I may be biased but I strongly believe that medical product innovation cannot succeed without the essential insight of physicians and other health care providers. At first blush, the Sunshine Act, which mandates public reporting of payments to physicians by drug and device manufacturers and kicks-in on August 1st, may seem to threaten this vital collaboration. Only time will tell, of course, what the final impact of the law will be, but it’s probably safe to say, the relationship between the medical technology industry and the doctors who use and prescribe its products will never be quite the same.
On March 13th, I attended a Life Science Alley (LSA) Sponsored Program to find out more about this impending law and, in particular, what its consequences might be for those of us with a vested interest in an on-going partnership between industry and physician providers. Read on for a synopsis of what I learned.
Sunshine Act Basics
The Sunshine Act was passed in March 2010 as part of the Affordable Care Act (ACA), with the final 287-page ruling published on February 1st 2013. The primary intent of the law is to expose conflicts of interest with the potential to influence treatment decisions related to drug and device products that are reimbursable under Medicare or Medicaid. The mechanism of exposing such conflicts is to require publication on a CMS-managed Website, referred to as OPEN PAYMENTS, of all “transfers of value” flowing from drug and device manufacturers to physicians. Failure to accurately disclose all such relevant “transfers” constitutes a violation subject to significant fines.

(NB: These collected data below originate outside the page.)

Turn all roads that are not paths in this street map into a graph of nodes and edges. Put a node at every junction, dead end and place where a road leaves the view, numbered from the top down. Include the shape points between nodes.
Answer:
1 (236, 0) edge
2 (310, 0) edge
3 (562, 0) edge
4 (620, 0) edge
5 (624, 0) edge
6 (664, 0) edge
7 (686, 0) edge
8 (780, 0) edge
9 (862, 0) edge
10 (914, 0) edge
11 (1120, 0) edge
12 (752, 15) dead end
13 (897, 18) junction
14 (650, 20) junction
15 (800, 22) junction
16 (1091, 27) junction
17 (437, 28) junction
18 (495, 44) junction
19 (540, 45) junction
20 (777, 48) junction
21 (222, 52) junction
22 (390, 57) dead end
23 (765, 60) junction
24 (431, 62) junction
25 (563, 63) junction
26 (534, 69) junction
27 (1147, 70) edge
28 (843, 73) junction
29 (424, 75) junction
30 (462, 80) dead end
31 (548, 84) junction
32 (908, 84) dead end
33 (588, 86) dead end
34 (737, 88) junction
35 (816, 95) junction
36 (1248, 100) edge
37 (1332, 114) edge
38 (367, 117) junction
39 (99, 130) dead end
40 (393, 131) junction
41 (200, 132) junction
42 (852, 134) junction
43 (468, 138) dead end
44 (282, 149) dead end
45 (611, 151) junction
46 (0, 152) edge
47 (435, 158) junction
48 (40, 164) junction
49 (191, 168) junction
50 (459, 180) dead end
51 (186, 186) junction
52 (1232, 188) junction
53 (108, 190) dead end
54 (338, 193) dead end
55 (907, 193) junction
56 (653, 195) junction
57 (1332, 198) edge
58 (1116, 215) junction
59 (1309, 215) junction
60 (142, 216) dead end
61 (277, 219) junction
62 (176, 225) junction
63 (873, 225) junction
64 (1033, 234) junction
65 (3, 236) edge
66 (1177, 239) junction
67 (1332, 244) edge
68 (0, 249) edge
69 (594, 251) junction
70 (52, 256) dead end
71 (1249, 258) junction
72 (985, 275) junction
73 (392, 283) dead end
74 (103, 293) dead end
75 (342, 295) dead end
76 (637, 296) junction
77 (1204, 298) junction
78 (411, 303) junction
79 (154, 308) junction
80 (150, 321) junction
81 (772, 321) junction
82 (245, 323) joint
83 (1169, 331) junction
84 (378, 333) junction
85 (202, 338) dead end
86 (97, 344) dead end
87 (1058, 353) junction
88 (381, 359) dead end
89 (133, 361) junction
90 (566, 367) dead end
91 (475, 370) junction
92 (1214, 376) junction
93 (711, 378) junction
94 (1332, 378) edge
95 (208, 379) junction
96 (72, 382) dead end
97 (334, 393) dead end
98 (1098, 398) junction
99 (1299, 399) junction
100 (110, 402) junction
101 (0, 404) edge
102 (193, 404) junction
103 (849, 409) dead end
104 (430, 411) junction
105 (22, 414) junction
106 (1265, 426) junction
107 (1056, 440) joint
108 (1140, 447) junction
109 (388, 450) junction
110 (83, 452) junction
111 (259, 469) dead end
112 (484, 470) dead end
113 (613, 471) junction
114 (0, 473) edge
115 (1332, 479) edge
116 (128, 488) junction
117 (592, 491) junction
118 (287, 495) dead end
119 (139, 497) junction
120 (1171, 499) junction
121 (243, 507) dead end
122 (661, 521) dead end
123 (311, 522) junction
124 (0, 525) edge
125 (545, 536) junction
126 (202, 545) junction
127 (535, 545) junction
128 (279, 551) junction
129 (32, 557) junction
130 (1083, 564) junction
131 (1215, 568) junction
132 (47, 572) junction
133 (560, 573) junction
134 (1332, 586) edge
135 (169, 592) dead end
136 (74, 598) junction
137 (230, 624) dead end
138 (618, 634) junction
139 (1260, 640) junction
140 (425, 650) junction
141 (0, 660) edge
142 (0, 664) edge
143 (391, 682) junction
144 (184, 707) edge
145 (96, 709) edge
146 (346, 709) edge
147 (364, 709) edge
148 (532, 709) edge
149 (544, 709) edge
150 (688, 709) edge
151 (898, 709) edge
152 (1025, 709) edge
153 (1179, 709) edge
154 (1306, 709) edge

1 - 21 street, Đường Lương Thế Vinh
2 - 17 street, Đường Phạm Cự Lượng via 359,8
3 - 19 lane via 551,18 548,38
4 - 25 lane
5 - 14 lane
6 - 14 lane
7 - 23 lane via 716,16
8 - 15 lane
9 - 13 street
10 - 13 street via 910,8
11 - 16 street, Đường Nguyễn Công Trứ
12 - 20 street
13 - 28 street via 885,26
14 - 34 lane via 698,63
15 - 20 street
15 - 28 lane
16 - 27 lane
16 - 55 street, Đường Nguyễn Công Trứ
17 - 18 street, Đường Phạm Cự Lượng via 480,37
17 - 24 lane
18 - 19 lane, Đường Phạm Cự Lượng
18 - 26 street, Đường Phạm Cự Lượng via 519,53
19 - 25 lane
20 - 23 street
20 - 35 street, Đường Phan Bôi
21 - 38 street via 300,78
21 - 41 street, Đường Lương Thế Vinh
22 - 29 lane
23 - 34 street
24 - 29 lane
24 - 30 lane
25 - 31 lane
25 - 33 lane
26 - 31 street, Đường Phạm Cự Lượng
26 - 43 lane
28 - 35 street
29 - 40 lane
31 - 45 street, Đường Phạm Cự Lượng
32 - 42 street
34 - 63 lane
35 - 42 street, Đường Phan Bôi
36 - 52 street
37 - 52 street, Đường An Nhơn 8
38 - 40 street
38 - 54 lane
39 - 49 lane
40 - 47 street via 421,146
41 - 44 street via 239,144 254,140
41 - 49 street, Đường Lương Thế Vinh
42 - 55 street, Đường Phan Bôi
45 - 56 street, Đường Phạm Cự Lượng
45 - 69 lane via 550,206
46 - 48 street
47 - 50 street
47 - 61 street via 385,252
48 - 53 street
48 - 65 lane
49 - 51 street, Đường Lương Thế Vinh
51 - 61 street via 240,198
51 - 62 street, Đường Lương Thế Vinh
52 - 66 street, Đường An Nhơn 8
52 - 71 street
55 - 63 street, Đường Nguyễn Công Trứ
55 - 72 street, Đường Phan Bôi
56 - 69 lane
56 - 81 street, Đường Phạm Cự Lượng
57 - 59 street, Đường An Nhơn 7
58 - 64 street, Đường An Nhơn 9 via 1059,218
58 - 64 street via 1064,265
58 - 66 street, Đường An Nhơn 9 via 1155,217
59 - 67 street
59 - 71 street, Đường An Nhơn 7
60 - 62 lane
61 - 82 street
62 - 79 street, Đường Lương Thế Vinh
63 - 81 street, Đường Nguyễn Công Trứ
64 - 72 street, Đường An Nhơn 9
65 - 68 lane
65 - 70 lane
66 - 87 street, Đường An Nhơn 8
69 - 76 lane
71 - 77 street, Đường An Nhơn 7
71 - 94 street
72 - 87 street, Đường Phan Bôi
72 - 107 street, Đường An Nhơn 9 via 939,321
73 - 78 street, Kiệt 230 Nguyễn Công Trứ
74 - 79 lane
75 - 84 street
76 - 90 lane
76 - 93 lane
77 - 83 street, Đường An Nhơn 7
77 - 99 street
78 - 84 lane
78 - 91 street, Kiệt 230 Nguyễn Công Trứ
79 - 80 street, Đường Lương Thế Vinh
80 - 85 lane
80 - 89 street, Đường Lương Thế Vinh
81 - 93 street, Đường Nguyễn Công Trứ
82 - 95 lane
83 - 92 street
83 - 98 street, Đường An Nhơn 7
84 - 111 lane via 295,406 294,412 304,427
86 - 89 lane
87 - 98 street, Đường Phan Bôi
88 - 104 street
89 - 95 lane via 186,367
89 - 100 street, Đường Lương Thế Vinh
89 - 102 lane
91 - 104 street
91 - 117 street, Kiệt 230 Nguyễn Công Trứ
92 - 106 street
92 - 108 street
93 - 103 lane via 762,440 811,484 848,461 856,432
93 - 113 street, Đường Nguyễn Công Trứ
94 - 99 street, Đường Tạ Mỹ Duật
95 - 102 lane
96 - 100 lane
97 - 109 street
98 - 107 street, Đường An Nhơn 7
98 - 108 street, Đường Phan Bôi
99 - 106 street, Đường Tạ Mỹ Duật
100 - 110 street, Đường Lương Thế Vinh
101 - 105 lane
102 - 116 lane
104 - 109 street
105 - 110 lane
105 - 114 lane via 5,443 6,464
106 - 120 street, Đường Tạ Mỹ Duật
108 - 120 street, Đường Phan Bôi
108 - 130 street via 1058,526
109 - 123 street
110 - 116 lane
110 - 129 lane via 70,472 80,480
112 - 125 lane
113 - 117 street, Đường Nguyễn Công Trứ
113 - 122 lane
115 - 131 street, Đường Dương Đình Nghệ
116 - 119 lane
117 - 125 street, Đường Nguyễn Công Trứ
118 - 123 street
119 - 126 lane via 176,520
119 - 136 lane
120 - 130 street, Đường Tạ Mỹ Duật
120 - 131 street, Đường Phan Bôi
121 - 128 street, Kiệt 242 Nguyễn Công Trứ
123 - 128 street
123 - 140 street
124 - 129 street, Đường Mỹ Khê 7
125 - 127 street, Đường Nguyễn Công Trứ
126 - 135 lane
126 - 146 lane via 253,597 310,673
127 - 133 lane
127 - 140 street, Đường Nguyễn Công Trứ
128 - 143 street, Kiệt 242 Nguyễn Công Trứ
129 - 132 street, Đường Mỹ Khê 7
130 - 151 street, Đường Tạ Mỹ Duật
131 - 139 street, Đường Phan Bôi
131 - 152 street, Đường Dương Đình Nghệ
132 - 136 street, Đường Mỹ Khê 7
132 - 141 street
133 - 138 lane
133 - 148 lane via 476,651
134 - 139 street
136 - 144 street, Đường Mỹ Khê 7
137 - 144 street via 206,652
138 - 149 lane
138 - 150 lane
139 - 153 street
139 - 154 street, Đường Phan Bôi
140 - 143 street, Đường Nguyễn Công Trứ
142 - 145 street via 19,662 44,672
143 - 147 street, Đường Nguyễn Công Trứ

While the nitty-gritty of implementation is probably best left to the legal and finance gurus, those whose roles require routine contact with physician providers will be the ones on the frontline of navigating this new law and thus must have a thorough understanding of what it entails. Whether they are paying a physician consultant for expertise related to a product development initiative, buying bagels for a physician’s staff as part of a training program, or taking a physician to lunch to talk about a new product, this law needs to be considered. Here are the basics:
- Products that are “covered” under the regulation include those for which payment is available under Medicare, Medicaid or CHIP, either separately or as part of a bundled payment. The product must also require a prescription to be dispensed (in the case of drugs or biologics) or a PMA or 510(k) (in the case of a device).
- “Transfers of value” include direct or indirect (via third party) payment as well as in-kind provisions such as meals, travel and lodging, grants, and CME-programs.
- Only transfers to physicians are covered. This law does not require reporting for transfers to hospital administrators or non-physician providers. However, it is important to note that transfers of value to a physician’s staff (e.g., buying lunch for a training program) could be construed under this law as providing indirect value to that physician.
- As noted above, “transfers of value” executed by third parties such as distributors or consulting firms are not exempt. Reporting responsibilities for such transfers fall with the entity which “holds title” to the product in question.
- Reports will require a physician’s NPI number, specialty and state license number, date of transfer, value/amount of transfer and nature of transfer (the rule provides 17 options), as well as the related “covered” product. Physicians must be given 45 days to review data prior to publication. The physician can file an objection and request a correction be made. Data can be published as “under dispute” for cases in which an objection cannot be resolved.
- The rule includes a delayed publication provision for transfers related directly to “research” on a “new” product. The delay status applies for 4-years after the date of payment or until the date of approval, licensure or clearance by the FDA, whichever comes first.
- Indirect payments are not reportable if the manufacturer does not know the identity of the physician who received payment “during the reporting year or by the end of the second quarter of the following year.”
In the Public Eye: Owning the Conversation
Watchdog groups like ProPublica welcome the transparency of the Sunshine Act as a chance to pullback the curtain on what they characterize as egregious practices whereby drug and device companies buy undue influence over physicians with considerable (outrageous?) sums of money. Undeniably and unfortunately, these types of practices have indeed taken place. In point of fact, fifteen drug companies are currently subject to mandatory physician payment posting as a result of large-scale fraud settlements.
ProPublica’s Dollars for Docs project, a series of investigations into the “financial ties between the medical community and the drug and device industry,” includes a “publically-searchable database” of payments that these 15 companies have made to physicians since mandatory posting began. This database foreshadows the kind of public scrutiny that all physicians and manufacturers are likely to be subject to as the Sunshine Act’s OPEN PAYMENTS database hits the Web in March of 2014.
With so much at stake, there is, it seems to me, an imperative to turn this conversation around. The industry must come together to engage a forthright dialogue with the public that champions the critical role of physicians in getting products that truly make a difference for patients to market. Changing the tenor of public opinion will certainly not be easy. Imagine if your own company’s financial ties to physicians were disclosed on the front page of the New York Times tomorrow. Would you be prepared to respond?